Top of DATASET RECORDS
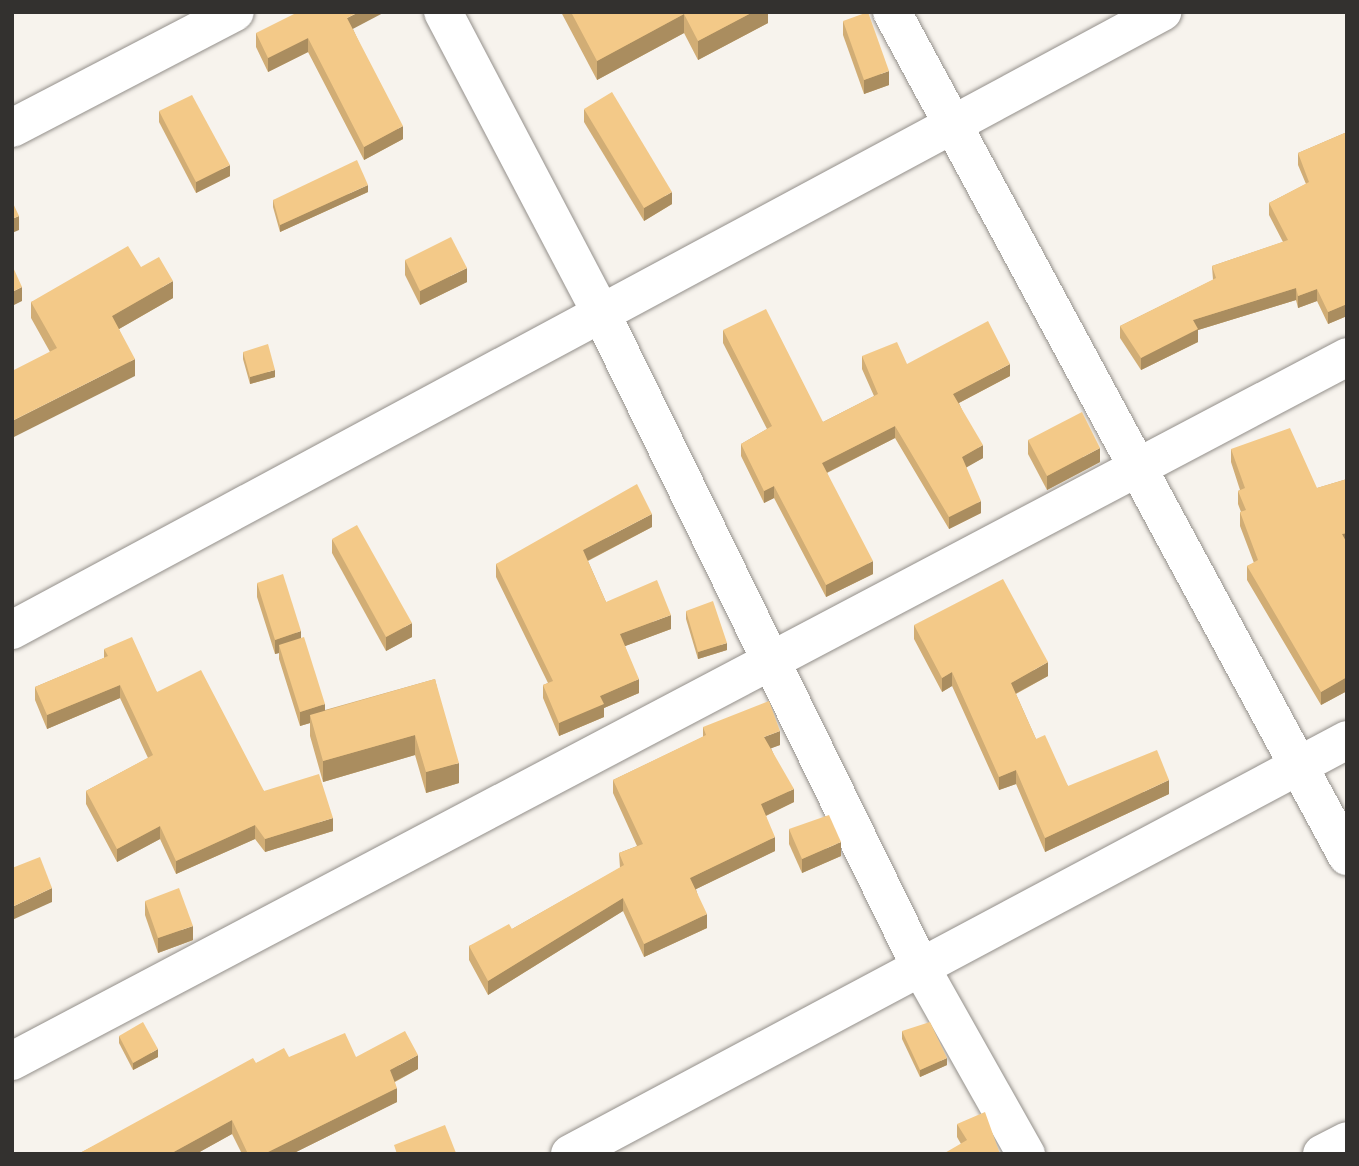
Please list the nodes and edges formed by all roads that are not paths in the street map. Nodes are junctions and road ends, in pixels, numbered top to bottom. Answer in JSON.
{"nodes":[{"id":1,"x":235,"y":12,"type":"edge"},
{"id":2,"x":443,"y":12,"type":"edge"},
{"id":3,"x":892,"y":12,"type":"edge"},
{"id":4,"x":1162,"y":12,"type":"edge"},
{"id":5,"x":951,"y":124,"type":"junction"},
{"id":6,"x":12,"y":128,"type":"edge"},
{"id":7,"x":601,"y":315,"type":"junction"},
{"id":8,"x":1347,"y":357,"type":"edge"},
{"id":9,"x":1133,"y":469,"type":"junction"},
{"id":10,"x":12,"y":630,"type":"edge"},
{"id":11,"x":769,"y":662,"type":"junction"},
{"id":12,"x":1347,"y":740,"type":"edge"},
{"id":13,"x":1302,"y":764,"type":"junction"},
{"id":14,"x":1347,"y":856,"type":"edge"},
{"id":15,"x":921,"y":968,"type":"junction"},
{"id":16,"x":12,"y":1060,"type":"edge"},
{"id":17,"x":1347,"y":1141,"type":"edge"},
{"id":18,"x":570,"y":1154,"type":"edge"},
{"id":19,"x":1026,"y":1154,"type":"edge"},
{"id":20,"x":1322,"y":1154,"type":"edge"}],
"edges":[{"from":1,"to":6,"type":"street"},
{"from":2,"to":7,"type":"street"},
{"from":3,"to":5,"type":"street"},
{"from":4,"to":5,"type":"street"},
{"from":5,"to":7,"type":"street"},
{"from":5,"to":9,"type":"street"},
{"from":7,"to":10,"type":"street"},
{"from":7,"to":11,"type":"street"},
{"from":8,"to":9,"type":"street"},
{"from":9,"to":11,"type":"street"},
{"from":9,"to":13,"type":"street"},
{"from":11,"to":15,"type":"street"},
{"from":11,"to":16,"type":"street"},
{"from":12,"to":13,"type":"street"},
{"from":13,"to":14,"type":"street"},
{"from":13,"to":15,"type":"street"},
{"from":15,"to":18,"type":"street"},
{"from":15,"to":19,"type":"street"},
{"from":17,"to":20,"type":"street"}]}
Bottom of DATASET RECORDS
● **ASSIGNMENT**
In repeating the entries, exclude the pictures and alter nothing else.

● **ANSWER**
Please list the nodes and edges formed by all roads that are not paths in the street map. Nodes are junctions and road ends, in pixels, numbered top to bottom. Answer in JSON.
{"nodes":[{"id":1,"x":235,"y":12,"type":"edge"},
{"id":2,"x":443,"y":12,"type":"edge"},
{"id":3,"x":892,"y":12,"type":"edge"},
{"id":4,"x":1162,"y":12,"type":"edge"},
{"id":5,"x":951,"y":124,"type":"junction"},
{"id":6,"x":12,"y":128,"type":"edge"},
{"id":7,"x":601,"y":315,"type":"junction"},
{"id":8,"x":1347,"y":357,"type":"edge"},
{"id":9,"x":1133,"y":469,"type":"junction"},
{"id":10,"x":12,"y":630,"type":"edge"},
{"id":11,"x":769,"y":662,"type":"junction"},
{"id":12,"x":1347,"y":740,"type":"edge"},
{"id":13,"x":1302,"y":764,"type":"junction"},
{"id":14,"x":1347,"y":856,"type":"edge"},
{"id":15,"x":921,"y":968,"type":"junction"},
{"id":16,"x":12,"y":1060,"type":"edge"},
{"id":17,"x":1347,"y":1141,"type":"edge"},
{"id":18,"x":570,"y":1154,"type":"edge"},
{"id":19,"x":1026,"y":1154,"type":"edge"},
{"id":20,"x":1322,"y":1154,"type":"edge"}],
"edges":[{"from":1,"to":6,"type":"street"},
{"from":2,"to":7,"type":"street"},
{"from":3,"to":5,"type":"street"},
{"from":4,"to":5,"type":"street"},
{"from":5,"to":7,"type":"street"},
{"from":5,"to":9,"type":"street"},
{"from":7,"to":10,"type":"street"},
{"from":7,"to":11,"type":"street"},
{"from":8,"to":9,"type":"street"},
{"from":9,"to":11,"type":"street"},
{"from":9,"to":13,"type":"street"},
{"from":11,"to":15,"type":"street"},
{"from":11,"to":16,"type":"street"},
{"from":12,"to":13,"type":"street"},
{"from":13,"to":14,"type":"street"},
{"from":13,"to":15,"type":"street"},
{"from":15,"to":18,"type":"street"},
{"from":15,"to":19,"type":"street"},
{"from":17,"to":20,"type":"street"}]}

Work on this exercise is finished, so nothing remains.